___ THE RECORDS ___
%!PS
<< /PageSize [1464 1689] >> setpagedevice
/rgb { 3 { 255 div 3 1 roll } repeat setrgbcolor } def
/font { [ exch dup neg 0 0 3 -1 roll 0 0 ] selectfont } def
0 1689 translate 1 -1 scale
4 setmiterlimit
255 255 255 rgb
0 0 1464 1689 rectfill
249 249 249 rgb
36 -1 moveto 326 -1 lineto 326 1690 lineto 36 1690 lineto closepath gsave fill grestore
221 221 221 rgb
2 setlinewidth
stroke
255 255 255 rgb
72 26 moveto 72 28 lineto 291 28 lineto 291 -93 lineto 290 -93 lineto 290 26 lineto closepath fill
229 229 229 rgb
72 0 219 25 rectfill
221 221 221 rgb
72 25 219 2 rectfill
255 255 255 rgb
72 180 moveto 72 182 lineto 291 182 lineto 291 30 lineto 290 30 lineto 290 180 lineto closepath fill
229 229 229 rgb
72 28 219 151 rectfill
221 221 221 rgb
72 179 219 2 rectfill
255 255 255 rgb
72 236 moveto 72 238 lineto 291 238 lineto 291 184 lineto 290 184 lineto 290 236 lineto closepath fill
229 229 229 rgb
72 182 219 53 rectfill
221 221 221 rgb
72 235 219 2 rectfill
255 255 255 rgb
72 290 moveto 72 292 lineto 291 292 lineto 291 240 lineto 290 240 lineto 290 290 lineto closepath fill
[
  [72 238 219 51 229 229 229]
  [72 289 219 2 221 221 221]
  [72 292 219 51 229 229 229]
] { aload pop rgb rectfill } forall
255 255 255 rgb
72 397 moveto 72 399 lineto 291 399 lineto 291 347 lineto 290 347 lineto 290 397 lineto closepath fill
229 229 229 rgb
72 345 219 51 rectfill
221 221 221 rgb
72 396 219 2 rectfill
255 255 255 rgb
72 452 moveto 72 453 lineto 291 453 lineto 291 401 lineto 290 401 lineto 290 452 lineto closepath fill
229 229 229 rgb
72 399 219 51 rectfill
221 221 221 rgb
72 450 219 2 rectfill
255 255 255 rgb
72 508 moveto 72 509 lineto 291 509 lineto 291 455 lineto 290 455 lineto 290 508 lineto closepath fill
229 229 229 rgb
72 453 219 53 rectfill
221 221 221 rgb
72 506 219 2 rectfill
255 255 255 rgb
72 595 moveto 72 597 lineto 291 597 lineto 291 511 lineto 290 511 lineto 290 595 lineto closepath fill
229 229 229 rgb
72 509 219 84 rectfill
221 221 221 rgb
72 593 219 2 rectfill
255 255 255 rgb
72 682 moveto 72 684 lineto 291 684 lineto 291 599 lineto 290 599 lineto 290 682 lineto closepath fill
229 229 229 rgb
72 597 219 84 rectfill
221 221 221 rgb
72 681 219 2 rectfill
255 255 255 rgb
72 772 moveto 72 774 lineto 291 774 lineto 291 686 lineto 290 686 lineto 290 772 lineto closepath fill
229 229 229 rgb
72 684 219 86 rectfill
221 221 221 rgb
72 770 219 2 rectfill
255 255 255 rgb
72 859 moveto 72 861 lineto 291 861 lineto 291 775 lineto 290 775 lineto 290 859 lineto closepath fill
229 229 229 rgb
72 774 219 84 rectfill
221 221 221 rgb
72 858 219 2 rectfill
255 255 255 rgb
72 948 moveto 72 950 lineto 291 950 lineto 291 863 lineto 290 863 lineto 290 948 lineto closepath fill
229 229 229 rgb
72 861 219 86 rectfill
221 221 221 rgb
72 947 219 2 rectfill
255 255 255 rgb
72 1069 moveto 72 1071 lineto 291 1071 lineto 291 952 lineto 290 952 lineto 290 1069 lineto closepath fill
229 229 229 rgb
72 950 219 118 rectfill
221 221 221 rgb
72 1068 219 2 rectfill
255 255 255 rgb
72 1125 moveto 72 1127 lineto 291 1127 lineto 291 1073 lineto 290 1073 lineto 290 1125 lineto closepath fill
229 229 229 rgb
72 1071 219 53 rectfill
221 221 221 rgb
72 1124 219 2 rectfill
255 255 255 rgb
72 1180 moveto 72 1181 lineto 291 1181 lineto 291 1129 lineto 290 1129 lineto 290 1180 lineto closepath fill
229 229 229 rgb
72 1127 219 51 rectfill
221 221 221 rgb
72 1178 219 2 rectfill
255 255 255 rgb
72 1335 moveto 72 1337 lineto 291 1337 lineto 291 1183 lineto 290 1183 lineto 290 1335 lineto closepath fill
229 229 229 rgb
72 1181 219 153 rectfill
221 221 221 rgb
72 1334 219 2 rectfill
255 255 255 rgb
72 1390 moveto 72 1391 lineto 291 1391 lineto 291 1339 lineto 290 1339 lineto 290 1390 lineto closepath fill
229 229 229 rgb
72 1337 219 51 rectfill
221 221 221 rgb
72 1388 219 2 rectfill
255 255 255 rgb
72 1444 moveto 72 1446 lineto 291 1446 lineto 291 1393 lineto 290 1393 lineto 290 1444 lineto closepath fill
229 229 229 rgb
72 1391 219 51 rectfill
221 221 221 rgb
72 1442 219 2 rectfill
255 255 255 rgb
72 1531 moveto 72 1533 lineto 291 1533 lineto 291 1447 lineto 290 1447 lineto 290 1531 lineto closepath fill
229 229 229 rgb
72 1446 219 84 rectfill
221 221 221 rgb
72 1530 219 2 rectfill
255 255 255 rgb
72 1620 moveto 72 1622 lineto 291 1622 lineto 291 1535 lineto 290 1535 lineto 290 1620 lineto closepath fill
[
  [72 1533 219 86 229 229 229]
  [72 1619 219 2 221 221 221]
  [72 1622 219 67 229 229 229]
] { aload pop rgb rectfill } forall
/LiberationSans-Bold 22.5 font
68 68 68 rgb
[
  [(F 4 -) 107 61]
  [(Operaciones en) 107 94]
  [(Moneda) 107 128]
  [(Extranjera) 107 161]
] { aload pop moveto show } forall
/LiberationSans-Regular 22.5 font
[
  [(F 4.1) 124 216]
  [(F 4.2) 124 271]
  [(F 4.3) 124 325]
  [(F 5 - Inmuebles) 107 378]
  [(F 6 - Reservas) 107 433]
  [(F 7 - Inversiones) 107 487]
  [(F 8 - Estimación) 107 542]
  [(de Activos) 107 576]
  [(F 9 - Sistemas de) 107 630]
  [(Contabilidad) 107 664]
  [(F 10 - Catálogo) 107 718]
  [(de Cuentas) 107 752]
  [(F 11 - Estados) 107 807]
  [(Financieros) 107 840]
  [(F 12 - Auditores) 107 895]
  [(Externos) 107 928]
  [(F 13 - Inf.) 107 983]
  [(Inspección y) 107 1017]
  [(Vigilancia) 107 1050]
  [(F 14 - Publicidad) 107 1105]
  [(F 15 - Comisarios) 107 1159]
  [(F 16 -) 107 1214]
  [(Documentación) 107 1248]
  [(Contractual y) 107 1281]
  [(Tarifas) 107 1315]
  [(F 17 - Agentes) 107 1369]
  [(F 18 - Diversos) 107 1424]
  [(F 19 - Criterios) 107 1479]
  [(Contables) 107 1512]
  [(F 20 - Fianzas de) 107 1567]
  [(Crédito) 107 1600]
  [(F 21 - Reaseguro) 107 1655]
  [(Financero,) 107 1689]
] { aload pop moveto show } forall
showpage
___
WORK REQUIRED >>
Each line from the one that includes "[(Tarifas) 107 1315]" down to the close of the records above is to be given again exactly, and no other line is to appear.

TASK RESPONSE >>
  [(Tarifas) 107 1315]
  [(F 17 - Agentes) 107 1369]
  [(F 18 - Diversos) 107 1424]
  [(F 19 - Criterios) 107 1479]
  [(Contables) 107 1512]
  [(F 20 - Fianzas de) 107 1567]
  [(Crédito) 107 1600]
  [(F 21 - Reaseguro) 107 1655]
  [(Financero,) 107 1689]
] { aload pop moveto show } forall
showpage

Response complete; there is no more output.